BIOCHEMICAL AND STRUCTURAL CHARACTERIZATION OF TWO PHOSPHOENOLPYRUVATE CARBOXYKINASES FROMTHE GREEN ALGA CHLAMYDOMONAS REINHARDTII

TORRESI, FLORENCIA; RODRIGUEZ, FERNANDA M; GOMEZ-CASATI, DIEGO F.; MARTÍN, MARIANA

Congreso; LVIII Annual Meeting of the Argentine Society for Biochemistry and Molecular Biology Research (SAIB); 2022

Phosphoenolpyruvate carboxykinase (PEPCK) is an enzyme distributed in all groups of organisms and catalyzes the reversible reaction of decarboxylation and phosphorylation of OAA to generate PEP and CO2 and it plays mainly a gluconeogenic role in green algae. The partitioning of carbon skeletons between PEP and OAA by the action of PEPCK is potentially important in the inter-conversion of sugars, organic acids, amino acids, aromatic compounds and lipids, suggesting that PEPCK must be strictly regulated. Since neither PEPCK function nor kinetic or regulation properties have been described in green microalgae, we decided to study the physiological and biochemical role of the PEPCK from the model green alga Chlamydomonas reinhardtii (ChlrePEPCK).In this work we identified two possible PEPCK isoforms in C. reinhardtii crude extracts, both originated from a unique gene (Cre02.g141400), one of 68 kDa (ChlrePEPCK1) and the other of 62 kDa (ChlrePEPCK2); then, we purified the two enzymes and studied their kinetics, oligomerization forms and response to different metabolites. We assayed the carboxylating and decarboxylating activity of ChlrePEPCK1 and ChlrePEPCK2 to found that the two isoforms are capable of catalyzing both reactions in vitro but they have different decarboxylating parameters, being ChlrePEPCK1 more active than ChlrePEPCK2. The native molecular masses of the ChlrePEPCKs were determined by gel filtration chromatography and we observed that ChlrePEPCK1 has a hexameric form while ChlrePEPCK2 is mainly monomeric, implying that ChlrePEPCK2 lacks the needed residues for the monomer-monomer interaction. Last, we studied the influence of different metabolites in the activity of both isoforms.

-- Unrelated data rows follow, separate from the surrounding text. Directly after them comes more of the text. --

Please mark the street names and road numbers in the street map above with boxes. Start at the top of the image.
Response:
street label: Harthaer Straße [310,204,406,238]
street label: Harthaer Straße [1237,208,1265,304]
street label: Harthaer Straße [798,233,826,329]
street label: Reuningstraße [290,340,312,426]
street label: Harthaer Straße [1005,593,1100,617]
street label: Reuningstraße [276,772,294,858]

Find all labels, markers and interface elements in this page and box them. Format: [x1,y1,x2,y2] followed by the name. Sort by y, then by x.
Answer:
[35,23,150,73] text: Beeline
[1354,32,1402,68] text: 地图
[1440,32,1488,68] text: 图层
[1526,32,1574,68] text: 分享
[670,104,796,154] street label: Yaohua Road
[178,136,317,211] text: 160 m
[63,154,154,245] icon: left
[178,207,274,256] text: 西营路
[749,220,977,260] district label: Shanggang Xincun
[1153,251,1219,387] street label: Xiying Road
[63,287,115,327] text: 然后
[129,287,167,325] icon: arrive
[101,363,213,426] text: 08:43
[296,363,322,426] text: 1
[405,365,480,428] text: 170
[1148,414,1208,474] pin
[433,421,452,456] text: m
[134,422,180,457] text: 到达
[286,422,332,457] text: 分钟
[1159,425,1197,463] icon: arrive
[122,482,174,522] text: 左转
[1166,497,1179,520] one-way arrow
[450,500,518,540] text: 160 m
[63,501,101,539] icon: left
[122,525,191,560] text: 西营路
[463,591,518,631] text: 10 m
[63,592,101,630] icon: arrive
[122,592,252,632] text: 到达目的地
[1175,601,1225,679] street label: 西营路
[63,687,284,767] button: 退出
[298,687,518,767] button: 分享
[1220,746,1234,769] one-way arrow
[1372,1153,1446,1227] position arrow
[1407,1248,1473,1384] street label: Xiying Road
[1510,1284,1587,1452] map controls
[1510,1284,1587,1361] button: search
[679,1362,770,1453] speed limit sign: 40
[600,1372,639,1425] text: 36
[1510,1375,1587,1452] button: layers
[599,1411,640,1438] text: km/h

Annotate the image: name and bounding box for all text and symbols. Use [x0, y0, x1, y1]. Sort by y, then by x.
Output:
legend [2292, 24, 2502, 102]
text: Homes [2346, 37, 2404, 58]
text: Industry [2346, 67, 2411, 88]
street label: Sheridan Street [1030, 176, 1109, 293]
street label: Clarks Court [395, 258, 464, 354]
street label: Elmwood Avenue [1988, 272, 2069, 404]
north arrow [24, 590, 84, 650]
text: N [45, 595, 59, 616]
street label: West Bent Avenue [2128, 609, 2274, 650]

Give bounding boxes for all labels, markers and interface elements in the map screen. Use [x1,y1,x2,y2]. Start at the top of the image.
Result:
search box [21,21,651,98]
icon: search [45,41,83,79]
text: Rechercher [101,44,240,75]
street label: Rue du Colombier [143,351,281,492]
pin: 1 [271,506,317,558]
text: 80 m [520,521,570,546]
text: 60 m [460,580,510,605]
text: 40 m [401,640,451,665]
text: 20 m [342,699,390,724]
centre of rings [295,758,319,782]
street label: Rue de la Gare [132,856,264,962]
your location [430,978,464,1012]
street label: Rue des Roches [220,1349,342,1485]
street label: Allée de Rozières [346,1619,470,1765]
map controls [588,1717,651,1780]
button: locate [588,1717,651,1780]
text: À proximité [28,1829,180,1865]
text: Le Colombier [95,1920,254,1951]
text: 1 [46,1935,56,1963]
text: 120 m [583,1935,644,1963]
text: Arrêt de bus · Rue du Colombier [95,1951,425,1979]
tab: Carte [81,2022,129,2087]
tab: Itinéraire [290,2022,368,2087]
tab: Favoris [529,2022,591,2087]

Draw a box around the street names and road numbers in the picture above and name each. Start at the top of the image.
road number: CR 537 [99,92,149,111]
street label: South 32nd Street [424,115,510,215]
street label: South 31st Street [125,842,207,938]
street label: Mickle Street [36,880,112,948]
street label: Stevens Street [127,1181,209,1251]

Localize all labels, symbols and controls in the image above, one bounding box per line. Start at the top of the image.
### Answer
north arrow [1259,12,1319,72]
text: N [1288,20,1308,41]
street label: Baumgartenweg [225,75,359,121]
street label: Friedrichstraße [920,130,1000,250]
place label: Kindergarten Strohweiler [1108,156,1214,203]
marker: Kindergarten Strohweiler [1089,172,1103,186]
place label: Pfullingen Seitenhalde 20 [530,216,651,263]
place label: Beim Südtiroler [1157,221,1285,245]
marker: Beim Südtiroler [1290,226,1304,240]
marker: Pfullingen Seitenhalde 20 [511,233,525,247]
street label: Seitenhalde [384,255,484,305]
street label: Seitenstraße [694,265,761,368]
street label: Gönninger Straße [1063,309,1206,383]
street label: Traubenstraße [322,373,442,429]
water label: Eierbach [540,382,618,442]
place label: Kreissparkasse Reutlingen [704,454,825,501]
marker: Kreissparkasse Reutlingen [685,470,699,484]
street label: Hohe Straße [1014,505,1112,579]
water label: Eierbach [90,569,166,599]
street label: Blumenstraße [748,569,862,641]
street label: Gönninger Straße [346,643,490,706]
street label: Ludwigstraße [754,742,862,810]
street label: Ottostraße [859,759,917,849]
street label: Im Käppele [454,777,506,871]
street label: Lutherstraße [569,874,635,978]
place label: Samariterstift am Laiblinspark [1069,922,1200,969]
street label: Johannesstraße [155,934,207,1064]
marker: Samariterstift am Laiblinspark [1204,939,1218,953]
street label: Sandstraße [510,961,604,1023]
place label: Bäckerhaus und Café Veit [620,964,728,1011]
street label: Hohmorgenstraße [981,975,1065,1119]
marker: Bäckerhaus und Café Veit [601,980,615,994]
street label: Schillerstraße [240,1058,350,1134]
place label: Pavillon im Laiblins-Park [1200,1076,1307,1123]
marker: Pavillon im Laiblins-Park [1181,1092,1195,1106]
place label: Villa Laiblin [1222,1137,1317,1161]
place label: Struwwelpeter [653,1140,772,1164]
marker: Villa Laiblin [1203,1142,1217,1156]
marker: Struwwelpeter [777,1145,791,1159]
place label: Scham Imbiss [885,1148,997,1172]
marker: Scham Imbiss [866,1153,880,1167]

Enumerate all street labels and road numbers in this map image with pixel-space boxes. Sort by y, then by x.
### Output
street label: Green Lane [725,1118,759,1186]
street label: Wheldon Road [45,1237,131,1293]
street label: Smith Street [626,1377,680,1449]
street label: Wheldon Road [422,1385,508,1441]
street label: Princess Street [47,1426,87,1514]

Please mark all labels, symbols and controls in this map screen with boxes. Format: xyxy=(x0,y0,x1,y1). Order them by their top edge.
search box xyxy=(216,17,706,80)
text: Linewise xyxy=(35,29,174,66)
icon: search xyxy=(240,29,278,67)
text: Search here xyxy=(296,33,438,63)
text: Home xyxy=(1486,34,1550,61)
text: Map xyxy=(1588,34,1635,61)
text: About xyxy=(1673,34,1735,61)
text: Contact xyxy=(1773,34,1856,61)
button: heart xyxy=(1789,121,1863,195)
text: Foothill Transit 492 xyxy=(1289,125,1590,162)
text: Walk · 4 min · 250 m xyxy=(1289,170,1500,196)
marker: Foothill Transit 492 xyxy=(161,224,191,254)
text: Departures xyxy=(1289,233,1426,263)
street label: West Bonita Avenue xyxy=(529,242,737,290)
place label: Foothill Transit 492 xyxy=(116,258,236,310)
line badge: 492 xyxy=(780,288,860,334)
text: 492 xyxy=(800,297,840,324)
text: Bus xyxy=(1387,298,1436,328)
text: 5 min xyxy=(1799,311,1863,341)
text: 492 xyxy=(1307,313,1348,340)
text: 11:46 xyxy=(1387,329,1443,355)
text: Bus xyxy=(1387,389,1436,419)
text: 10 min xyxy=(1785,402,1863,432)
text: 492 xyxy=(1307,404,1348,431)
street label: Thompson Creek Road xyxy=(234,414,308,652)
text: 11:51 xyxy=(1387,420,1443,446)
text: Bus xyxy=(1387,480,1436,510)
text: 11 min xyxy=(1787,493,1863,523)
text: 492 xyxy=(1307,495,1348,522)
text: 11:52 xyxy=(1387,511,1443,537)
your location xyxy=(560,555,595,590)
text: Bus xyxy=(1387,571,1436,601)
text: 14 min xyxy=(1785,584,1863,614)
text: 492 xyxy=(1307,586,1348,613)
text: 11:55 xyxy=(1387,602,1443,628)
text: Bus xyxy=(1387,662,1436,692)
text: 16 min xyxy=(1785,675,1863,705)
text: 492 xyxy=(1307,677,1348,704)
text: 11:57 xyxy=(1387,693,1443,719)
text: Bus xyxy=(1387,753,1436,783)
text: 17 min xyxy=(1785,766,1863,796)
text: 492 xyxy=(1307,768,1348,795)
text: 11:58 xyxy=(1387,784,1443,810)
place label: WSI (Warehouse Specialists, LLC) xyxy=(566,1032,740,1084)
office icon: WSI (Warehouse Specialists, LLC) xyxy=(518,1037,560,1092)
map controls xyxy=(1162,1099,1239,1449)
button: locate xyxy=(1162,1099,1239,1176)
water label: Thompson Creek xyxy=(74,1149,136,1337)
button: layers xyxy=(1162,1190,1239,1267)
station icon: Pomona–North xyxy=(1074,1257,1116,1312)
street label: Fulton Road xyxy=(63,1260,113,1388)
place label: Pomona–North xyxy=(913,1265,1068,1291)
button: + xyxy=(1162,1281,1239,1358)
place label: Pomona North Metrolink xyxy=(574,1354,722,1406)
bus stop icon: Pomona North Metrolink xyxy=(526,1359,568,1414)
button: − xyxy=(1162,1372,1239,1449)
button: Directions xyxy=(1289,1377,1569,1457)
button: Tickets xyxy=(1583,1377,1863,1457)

ChlrePEPCK1 activity is affected by the presence of citrate, L-Phe and malate, while ChlrePEPCK2 is regulated by citrate, L-Phe and L-Gln. All in all, it can be conclude that both ChlrePEPCKs are active in vitro and have different kinetics parameters, oligomeric structures and they also respond differently to the presence of amino acids and Krebs cycle intermediates. The obtained results allow us to gain insight into the green algae biochemical regulation of PEPCK and to contribute to better understand PEPCK evolution and its role in central carbon metabolism.